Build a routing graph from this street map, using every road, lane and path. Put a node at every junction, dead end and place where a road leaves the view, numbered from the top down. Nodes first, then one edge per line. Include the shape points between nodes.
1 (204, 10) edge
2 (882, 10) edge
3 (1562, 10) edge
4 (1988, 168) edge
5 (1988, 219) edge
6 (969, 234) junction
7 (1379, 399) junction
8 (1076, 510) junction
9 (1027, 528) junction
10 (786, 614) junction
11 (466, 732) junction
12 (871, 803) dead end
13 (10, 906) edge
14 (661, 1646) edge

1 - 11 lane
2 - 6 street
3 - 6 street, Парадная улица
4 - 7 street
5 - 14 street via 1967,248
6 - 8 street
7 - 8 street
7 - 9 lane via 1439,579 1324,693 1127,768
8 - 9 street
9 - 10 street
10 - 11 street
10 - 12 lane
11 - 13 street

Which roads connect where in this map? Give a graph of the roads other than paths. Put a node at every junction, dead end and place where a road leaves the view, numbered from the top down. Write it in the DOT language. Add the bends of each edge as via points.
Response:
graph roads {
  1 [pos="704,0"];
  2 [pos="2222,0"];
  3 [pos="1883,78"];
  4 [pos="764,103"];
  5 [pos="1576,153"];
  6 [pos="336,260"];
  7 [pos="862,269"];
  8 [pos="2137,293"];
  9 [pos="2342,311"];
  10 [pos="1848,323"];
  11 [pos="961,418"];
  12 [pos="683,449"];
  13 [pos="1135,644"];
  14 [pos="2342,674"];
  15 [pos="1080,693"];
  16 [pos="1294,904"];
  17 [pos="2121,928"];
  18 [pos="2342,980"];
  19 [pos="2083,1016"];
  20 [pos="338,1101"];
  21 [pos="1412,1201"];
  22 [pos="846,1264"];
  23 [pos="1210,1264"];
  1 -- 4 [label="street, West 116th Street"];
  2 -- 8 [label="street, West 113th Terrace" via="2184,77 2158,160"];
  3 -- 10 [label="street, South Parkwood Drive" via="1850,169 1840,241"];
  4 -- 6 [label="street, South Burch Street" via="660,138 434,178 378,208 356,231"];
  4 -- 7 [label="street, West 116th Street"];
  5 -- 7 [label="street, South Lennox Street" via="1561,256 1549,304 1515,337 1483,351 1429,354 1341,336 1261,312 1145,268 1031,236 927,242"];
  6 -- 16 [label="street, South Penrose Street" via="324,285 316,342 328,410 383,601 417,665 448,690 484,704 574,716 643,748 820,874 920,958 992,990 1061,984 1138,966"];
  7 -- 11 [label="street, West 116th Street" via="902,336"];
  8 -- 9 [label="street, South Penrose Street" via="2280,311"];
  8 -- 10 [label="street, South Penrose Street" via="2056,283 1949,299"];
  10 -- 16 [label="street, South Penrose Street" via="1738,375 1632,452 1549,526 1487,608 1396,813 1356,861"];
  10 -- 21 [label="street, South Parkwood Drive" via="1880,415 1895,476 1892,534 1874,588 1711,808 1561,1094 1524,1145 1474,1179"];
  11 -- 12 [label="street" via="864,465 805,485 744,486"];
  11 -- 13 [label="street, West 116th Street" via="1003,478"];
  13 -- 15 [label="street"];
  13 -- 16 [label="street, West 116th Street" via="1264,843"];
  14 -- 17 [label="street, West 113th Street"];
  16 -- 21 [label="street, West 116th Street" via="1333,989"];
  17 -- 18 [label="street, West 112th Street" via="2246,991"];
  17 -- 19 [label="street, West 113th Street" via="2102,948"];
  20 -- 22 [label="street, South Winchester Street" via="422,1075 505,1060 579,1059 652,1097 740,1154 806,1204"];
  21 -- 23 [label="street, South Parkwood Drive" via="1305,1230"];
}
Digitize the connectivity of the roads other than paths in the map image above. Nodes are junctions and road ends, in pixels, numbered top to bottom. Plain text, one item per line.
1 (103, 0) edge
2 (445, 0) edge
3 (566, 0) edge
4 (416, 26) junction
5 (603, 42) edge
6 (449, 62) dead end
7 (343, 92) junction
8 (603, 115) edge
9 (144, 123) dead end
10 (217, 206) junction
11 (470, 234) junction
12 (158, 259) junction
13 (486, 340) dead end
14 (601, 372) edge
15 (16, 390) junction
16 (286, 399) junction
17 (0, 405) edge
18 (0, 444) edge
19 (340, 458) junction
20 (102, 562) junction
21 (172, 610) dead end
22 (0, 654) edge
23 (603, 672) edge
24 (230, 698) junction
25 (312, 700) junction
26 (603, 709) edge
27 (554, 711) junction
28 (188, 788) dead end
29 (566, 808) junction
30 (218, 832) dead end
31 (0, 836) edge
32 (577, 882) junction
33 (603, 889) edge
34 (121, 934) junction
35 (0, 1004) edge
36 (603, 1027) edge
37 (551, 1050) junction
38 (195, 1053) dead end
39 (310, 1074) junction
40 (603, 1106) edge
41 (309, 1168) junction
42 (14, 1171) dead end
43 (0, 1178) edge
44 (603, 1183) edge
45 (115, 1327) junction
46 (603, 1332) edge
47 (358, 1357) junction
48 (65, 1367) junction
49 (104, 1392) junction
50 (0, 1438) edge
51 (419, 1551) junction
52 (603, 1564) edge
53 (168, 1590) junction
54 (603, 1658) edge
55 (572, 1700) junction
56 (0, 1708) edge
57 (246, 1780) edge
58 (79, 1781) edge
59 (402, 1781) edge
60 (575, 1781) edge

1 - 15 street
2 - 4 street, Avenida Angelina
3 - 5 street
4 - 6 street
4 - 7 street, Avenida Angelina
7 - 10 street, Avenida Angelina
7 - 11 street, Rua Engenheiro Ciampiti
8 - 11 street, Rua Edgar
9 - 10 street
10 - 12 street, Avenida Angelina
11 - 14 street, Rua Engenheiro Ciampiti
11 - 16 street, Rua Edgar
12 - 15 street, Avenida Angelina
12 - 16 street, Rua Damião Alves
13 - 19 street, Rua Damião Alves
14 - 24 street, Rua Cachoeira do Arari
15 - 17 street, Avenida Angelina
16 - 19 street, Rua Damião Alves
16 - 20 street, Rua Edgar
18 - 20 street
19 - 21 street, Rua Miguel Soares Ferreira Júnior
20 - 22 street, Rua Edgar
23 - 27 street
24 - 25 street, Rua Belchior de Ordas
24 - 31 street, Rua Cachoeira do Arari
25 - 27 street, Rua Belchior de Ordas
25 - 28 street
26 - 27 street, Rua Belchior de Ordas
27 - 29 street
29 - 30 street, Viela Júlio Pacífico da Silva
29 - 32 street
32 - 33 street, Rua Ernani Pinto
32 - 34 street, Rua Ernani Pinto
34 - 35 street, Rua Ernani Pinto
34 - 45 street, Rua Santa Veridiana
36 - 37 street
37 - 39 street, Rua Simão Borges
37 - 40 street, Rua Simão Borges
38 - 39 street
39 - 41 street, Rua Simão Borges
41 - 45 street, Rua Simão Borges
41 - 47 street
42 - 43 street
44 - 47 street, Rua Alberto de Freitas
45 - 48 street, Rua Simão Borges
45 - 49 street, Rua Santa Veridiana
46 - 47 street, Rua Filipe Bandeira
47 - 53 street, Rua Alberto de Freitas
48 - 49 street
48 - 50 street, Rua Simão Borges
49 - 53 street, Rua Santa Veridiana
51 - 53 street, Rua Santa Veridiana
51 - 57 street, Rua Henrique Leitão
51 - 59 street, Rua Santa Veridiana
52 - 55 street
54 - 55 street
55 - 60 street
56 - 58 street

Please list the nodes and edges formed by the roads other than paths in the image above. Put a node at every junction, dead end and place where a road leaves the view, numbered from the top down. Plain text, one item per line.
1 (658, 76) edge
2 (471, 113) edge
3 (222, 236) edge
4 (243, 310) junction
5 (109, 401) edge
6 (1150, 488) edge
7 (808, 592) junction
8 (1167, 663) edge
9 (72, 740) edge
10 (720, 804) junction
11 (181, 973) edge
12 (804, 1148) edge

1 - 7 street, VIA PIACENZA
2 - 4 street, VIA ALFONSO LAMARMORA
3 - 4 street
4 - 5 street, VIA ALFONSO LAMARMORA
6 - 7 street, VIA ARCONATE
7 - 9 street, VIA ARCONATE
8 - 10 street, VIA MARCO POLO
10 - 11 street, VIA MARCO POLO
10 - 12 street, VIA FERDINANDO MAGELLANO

> **Required action**: The line containing "Please list the" marks where to begin; the last line of the records marks where to stop. Copy both and all between, exactly.

> **Written answer**:
Please list the nodes and edges formed by the roads other than paths in the image above. Put a node at every junction, dead end and place where a road leaves the view, numbered from the top down. Plain text, one item per line.
1 (658, 76) edge
2 (471, 113) edge
3 (222, 236) edge
4 (243, 310) junction
5 (109, 401) edge
6 (1150, 488) edge
7 (808, 592) junction
8 (1167, 663) edge
9 (72, 740) edge
10 (720, 804) junction
11 (181, 973) edge
12 (804, 1148) edge

1 - 7 street, VIA PIACENZA
2 - 4 street, VIA ALFONSO LAMARMORA
3 - 4 street
4 - 5 street, VIA ALFONSO LAMARMORA
6 - 7 street, VIA ARCONATE
7 - 9 street, VIA ARCONATE
8 - 10 street, VIA MARCO POLO
10 - 11 street, VIA MARCO POLO
10 - 12 street, VIA FERDINANDO MAGELLANO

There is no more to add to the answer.